Tracy Avolio, a veteran in the catering industry and co-founder of New Catering Connections, shared insights on the current state of catering sales and operations. With over 20 years of experience in the field, Avolio emphasizes the importance of direct business-to-business selling in the catering space. Her company, which started with just three people supporting 14 restaurants in February 2023, has grown to a team of 46 supporting about 600 restaurants in just over a year.
New Catering Connections employs a strategy of fractional catering sales support, offering restaurants the ability to outsource their catering sales efforts. Their approach combines old-school selling techniques with modern technology, utilizing virtual phone numbers, CRM systems, and strategic targeting of businesses known to cater frequently. The company focuses on business-to-business outreach, making approximately 1,300 touch points per day across their team.

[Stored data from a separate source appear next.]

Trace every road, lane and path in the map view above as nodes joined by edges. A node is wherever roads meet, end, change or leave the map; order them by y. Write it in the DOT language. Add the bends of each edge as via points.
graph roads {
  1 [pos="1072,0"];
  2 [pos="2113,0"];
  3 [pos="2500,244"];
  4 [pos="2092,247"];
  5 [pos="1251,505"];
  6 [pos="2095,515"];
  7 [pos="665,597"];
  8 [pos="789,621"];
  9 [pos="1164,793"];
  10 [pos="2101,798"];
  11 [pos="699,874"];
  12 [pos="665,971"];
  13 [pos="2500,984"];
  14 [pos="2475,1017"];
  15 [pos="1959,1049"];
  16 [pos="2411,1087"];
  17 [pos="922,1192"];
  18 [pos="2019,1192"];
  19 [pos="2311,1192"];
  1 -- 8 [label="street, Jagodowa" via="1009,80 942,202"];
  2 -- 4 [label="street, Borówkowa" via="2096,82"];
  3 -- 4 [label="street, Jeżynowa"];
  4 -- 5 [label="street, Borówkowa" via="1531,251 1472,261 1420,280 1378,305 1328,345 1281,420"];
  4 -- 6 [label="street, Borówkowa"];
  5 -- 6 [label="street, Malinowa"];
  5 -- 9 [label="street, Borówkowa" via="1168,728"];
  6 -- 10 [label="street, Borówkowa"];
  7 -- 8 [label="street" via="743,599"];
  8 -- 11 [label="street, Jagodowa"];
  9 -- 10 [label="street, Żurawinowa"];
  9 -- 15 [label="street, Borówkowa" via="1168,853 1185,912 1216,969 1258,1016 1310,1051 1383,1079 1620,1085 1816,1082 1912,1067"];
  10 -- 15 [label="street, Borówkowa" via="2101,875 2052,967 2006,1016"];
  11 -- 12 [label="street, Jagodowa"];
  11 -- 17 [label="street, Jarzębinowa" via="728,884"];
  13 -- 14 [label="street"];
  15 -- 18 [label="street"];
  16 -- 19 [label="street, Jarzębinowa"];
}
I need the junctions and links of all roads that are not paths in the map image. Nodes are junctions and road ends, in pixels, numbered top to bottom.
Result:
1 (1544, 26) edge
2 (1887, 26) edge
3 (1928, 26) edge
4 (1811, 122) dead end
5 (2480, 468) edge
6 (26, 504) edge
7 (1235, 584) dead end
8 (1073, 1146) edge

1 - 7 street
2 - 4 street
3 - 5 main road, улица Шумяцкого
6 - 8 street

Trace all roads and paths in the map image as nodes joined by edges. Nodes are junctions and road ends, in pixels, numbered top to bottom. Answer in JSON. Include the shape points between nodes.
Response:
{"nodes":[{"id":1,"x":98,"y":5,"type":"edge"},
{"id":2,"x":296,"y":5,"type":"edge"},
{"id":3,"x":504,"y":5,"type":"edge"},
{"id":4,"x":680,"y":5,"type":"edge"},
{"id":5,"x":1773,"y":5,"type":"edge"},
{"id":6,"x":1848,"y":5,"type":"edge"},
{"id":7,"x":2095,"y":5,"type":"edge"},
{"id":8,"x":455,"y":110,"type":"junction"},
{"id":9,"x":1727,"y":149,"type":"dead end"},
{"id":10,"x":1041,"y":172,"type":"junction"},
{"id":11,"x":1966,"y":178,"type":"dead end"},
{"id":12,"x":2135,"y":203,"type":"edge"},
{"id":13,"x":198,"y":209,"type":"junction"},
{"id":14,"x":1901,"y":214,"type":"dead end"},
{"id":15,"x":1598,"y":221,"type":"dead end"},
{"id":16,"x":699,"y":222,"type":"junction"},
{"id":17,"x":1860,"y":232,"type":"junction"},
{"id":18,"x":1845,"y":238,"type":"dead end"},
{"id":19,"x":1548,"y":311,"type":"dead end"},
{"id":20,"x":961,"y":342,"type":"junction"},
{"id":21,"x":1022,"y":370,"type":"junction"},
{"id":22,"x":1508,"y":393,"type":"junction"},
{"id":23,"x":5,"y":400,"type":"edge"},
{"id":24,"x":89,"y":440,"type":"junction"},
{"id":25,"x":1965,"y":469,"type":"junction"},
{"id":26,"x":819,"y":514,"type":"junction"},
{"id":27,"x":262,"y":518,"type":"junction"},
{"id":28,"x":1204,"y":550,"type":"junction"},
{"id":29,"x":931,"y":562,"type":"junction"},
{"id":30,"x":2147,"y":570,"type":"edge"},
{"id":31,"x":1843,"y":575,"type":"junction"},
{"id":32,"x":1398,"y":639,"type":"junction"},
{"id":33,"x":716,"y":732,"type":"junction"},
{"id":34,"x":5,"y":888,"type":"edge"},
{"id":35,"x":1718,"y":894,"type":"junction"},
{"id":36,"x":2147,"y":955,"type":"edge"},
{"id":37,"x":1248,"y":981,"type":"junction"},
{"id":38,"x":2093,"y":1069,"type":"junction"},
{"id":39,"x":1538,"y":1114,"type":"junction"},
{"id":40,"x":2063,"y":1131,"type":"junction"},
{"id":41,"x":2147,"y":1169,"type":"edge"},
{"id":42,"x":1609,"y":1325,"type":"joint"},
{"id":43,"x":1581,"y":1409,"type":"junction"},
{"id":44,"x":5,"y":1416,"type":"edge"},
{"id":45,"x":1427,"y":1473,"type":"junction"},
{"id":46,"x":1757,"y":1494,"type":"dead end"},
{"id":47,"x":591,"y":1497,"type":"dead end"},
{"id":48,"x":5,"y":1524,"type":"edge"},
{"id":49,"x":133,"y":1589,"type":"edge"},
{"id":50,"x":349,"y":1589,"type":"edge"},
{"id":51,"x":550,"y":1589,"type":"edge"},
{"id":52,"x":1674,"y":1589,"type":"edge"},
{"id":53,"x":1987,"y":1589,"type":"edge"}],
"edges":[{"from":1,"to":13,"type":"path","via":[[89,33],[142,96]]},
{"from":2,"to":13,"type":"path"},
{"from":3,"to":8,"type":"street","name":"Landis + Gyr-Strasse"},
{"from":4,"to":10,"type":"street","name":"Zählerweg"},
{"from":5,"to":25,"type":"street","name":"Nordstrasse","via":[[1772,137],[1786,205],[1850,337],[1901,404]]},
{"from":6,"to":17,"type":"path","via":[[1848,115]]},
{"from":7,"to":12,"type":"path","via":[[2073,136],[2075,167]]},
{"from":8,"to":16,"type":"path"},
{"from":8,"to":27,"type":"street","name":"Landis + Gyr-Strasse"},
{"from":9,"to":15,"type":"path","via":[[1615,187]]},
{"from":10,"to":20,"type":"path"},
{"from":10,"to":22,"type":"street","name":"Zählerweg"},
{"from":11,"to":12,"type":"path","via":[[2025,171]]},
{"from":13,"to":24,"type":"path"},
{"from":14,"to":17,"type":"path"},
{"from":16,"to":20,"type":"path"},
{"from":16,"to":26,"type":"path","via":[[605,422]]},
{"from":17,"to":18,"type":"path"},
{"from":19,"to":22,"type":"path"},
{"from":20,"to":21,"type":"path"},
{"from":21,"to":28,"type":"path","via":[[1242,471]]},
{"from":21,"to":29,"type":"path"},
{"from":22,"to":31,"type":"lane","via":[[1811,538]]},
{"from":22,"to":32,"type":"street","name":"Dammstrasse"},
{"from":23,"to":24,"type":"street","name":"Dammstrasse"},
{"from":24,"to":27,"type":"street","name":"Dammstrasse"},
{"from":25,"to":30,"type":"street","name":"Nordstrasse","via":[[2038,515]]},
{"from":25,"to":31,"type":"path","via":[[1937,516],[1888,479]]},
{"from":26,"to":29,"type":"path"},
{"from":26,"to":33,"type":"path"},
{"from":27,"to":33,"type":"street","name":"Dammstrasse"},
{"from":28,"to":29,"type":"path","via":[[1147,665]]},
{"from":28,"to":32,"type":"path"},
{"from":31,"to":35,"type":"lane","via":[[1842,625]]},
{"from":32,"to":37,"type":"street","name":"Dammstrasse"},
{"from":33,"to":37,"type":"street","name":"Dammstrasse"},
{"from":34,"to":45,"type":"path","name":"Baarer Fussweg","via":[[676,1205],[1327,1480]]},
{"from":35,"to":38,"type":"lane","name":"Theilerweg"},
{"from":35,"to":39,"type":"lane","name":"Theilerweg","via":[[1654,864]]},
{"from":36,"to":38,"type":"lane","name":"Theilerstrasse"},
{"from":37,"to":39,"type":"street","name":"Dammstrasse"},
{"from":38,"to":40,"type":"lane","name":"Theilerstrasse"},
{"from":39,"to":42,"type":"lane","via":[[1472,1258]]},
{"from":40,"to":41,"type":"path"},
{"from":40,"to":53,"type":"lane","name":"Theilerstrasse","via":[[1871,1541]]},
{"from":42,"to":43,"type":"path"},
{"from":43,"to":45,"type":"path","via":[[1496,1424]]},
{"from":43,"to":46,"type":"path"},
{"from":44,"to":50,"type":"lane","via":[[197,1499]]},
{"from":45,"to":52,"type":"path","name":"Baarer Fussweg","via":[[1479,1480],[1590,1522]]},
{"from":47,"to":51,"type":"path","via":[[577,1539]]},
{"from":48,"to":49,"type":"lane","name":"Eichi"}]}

Avolio stresses the importance of consistency in sales efforts, adhering to the "seven touches" rule before expecting to close a sale. This involves a combination of phone calls, emails, and when possible, in-person visits with samples. The company's success demonstrates that traditional, direct selling methods are still highly effective in the catering industry, despite the proliferation of digital marketing and online ordering platforms.
One of the key challenges Avolio identifies for restaurants entering the catering space is the lack of dedicated leadership for catering operations. She emphasizes that catering should be treated as a separate business entity within a restaurant, requiring its own strategy, resources, and champion to drive its success. Without this focused approach, restaurants may struggle to fully capitalize on the growing catering market.
Looking ahead, the catering industry seems poised for continued growth, with businesses increasingly recognizing the value of food as a tool for employee engagement and satisfaction. As companies seek to balance remote work with in-office presence, catering is likely to play an even more significant role in workplace culture and employee benefits. For restaurants and catering professionals, this presents a substantial opportunity, provided they approach the market with strategic planning and dedicated resources.